WORK INSTRUCTION
Write the data below out again, exactly as each line reads.

RECORDS TO PROCESS

= Beginning of Section =

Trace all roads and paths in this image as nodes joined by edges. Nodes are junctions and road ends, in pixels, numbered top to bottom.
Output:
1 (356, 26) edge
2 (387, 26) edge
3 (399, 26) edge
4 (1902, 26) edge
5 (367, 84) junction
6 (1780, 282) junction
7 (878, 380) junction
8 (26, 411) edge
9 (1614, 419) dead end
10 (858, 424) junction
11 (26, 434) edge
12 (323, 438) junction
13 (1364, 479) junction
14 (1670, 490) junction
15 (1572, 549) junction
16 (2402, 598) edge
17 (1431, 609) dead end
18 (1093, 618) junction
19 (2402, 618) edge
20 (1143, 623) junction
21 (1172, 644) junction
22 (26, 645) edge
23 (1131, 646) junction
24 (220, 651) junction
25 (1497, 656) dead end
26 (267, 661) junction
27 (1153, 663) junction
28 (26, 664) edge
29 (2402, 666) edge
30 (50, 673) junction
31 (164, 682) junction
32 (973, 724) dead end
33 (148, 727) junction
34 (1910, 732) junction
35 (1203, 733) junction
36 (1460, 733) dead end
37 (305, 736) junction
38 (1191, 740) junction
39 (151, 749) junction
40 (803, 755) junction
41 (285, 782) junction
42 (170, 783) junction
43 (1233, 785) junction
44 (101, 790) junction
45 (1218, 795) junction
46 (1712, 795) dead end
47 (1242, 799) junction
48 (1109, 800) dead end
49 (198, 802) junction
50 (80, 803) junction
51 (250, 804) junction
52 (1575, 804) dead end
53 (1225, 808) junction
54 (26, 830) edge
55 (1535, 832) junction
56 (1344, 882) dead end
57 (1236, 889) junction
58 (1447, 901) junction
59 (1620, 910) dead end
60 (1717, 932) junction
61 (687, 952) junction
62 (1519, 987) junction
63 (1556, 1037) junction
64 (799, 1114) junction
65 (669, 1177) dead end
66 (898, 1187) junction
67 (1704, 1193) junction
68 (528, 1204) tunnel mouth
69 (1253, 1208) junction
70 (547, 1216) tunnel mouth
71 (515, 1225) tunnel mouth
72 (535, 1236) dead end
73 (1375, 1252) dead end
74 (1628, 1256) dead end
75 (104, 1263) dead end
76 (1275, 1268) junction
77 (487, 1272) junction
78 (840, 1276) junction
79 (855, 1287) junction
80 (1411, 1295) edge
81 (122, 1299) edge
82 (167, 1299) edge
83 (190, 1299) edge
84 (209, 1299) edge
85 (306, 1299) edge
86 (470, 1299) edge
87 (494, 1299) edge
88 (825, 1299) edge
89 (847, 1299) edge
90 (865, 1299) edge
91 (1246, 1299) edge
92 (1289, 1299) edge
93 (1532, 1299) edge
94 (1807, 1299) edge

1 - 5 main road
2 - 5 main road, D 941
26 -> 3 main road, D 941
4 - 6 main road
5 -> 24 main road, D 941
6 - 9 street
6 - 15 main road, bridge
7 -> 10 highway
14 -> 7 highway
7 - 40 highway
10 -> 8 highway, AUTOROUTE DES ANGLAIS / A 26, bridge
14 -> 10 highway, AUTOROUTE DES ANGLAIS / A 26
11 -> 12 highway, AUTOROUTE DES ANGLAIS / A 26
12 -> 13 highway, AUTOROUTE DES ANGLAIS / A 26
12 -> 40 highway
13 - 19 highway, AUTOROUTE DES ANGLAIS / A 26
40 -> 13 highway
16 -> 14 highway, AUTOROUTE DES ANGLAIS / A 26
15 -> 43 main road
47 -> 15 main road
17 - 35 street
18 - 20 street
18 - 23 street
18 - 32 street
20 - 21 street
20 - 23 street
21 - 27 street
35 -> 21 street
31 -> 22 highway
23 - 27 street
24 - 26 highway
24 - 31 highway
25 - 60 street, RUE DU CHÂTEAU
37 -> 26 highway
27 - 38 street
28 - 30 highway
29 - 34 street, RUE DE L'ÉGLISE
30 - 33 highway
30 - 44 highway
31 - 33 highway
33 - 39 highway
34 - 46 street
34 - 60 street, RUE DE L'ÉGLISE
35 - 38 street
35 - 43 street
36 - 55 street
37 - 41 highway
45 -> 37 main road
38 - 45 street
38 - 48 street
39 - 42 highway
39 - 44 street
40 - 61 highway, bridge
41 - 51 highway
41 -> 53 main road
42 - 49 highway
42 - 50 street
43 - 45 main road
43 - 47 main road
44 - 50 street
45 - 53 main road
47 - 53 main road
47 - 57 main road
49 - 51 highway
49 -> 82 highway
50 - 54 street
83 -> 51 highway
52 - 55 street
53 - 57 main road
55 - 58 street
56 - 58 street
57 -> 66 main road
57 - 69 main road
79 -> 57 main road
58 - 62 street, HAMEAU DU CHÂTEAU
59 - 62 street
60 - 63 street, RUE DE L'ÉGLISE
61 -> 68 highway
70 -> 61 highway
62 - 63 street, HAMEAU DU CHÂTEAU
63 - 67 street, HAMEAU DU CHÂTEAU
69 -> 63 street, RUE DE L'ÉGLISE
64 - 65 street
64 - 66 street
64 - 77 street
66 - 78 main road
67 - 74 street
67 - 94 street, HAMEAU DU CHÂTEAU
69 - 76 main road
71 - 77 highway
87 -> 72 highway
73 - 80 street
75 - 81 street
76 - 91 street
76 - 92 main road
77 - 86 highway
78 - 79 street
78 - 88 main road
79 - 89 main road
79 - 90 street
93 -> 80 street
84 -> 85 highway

= End of Section =

EXERCISE ANSWER
Trace all roads and paths in this image as nodes joined by edges. Nodes are junctions and road ends, in pixels, numbered top to bottom.
Output:
1 (356, 26) edge
2 (387, 26) edge
3 (399, 26) edge
4 (1902, 26) edge
5 (367, 84) junction
6 (1780, 282) junction
7 (878, 380) junction
8 (26, 411) edge
9 (1614, 419) dead end
10 (858, 424) junction
11 (26, 434) edge
12 (323, 438) junction
13 (1364, 479) junction
14 (1670, 490) junction
15 (1572, 549) junction
16 (2402, 598) edge
17 (1431, 609) dead end
18 (1093, 618) junction
19 (2402, 618) edge
20 (1143, 623) junction
21 (1172, 644) junction
22 (26, 645) edge
23 (1131, 646) junction
24 (220, 651) junction
25 (1497, 656) dead end
26 (267, 661) junction
27 (1153, 663) junction
28 (26, 664) edge
29 (2402, 666) edge
30 (50, 673) junction
31 (164, 682) junction
32 (973, 724) dead end
33 (148, 727) junction
34 (1910, 732) junction
35 (1203, 733) junction
36 (1460, 733) dead end
37 (305, 736) junction
38 (1191, 740) junction
39 (151, 749) junction
40 (803, 755) junction
41 (285, 782) junction
42 (170, 783) junction
43 (1233, 785) junction
44 (101, 790) junction
45 (1218, 795) junction
46 (1712, 795) dead end
47 (1242, 799) junction
48 (1109, 800) dead end
49 (198, 802) junction
50 (80, 803) junction
51 (250, 804) junction
52 (1575, 804) dead end
53 (1225, 808) junction
54 (26, 830) edge
55 (1535, 832) junction
56 (1344, 882) dead end
57 (1236, 889) junction
58 (1447, 901) junction
59 (1620, 910) dead end
60 (1717, 932) junction
61 (687, 952) junction
62 (1519, 987) junction
63 (1556, 1037) junction
64 (799, 1114) junction
65 (669, 1177) dead end
66 (898, 1187) junction
67 (1704, 1193) junction
68 (528, 1204) tunnel mouth
69 (1253, 1208) junction
70 (547, 1216) tunnel mouth
71 (515, 1225) tunnel mouth
72 (535, 1236) dead end
73 (1375, 1252) dead end
74 (1628, 1256) dead end
75 (104, 1263) dead end
76 (1275, 1268) junction
77 (487, 1272) junction
78 (840, 1276) junction
79 (855, 1287) junction
80 (1411, 1295) edge
81 (122, 1299) edge
82 (167, 1299) edge
83 (190, 1299) edge
84 (209, 1299) edge
85 (306, 1299) edge
86 (470, 1299) edge
87 (494, 1299) edge
88 (825, 1299) edge
89 (847, 1299) edge
90 (865, 1299) edge
91 (1246, 1299) edge
92 (1289, 1299) edge
93 (1532, 1299) edge
94 (1807, 1299) edge

1 - 5 main road
2 - 5 main road, D 941
26 -> 3 main road, D 941
4 - 6 main road
5 -> 24 main road, D 941
6 - 9 street
6 - 15 main road, bridge
7 -> 10 highway
14 -> 7 highway
7 - 40 highway
10 -> 8 highway, AUTOROUTE DES ANGLAIS / A 26, bridge
14 -> 10 highway, AUTOROUTE DES ANGLAIS / A 26
11 -> 12 highway, AUTOROUTE DES ANGLAIS / A 26
12 -> 13 highway, AUTOROUTE DES ANGLAIS / A 26
12 -> 40 highway
13 - 19 highway, AUTOROUTE DES ANGLAIS / A 26
40 -> 13 highway
16 -> 14 highway, AUTOROUTE DES ANGLAIS / A 26
15 -> 43 main road
47 -> 15 main road
17 - 35 street
18 - 20 street
18 - 23 street
18 - 32 street
20 - 21 street
20 - 23 street
21 - 27 street
35 -> 21 street
31 -> 22 highway
23 - 27 street
24 - 26 highway
24 - 31 highway
25 - 60 street, RUE DU CHÂTEAU
37 -> 26 highway
27 - 38 street
28 - 30 highway
29 - 34 street, RUE DE L'ÉGLISE
30 - 33 highway
30 - 44 highway
31 - 33 highway
33 - 39 highway
34 - 46 street
34 - 60 street, RUE DE L'ÉGLISE
35 - 38 street
35 - 43 street
36 - 55 street
37 - 41 highway
45 -> 37 main road
38 - 45 street
38 - 48 street
39 - 42 highway
39 - 44 street
40 - 61 highway, bridge
41 - 51 highway
41 -> 53 main road
42 - 49 highway
42 - 50 street
43 - 45 main road
43 - 47 main road
44 - 50 street
45 - 53 main road
47 - 53 main road
47 - 57 main road
49 - 51 highway
49 -> 82 highway
50 - 54 street
83 -> 51 highway
52 - 55 street
53 - 57 main road
55 - 58 street
56 - 58 street
57 -> 66 main road
57 - 69 main road
79 -> 57 main road
58 - 62 street, HAMEAU DU CHÂTEAU
59 - 62 street
60 - 63 street, RUE DE L'ÉGLISE
61 -> 68 highway
70 -> 61 highway
62 - 63 street, HAMEAU DU CHÂTEAU
63 - 67 street, HAMEAU DU CHÂTEAU
69 -> 63 street, RUE DE L'ÉGLISE
64 - 65 street
64 - 66 street
64 - 77 street
66 - 78 main road
67 - 74 street
67 - 94 street, HAMEAU DU CHÂTEAU
69 - 76 main road
71 - 77 highway
87 -> 72 highway
73 - 80 street
75 - 81 street
76 - 91 street
76 - 92 main road
77 - 86 highway
78 - 79 street
78 - 88 main road
79 - 89 main road
79 - 90 street
93 -> 80 street
84 -> 85 highway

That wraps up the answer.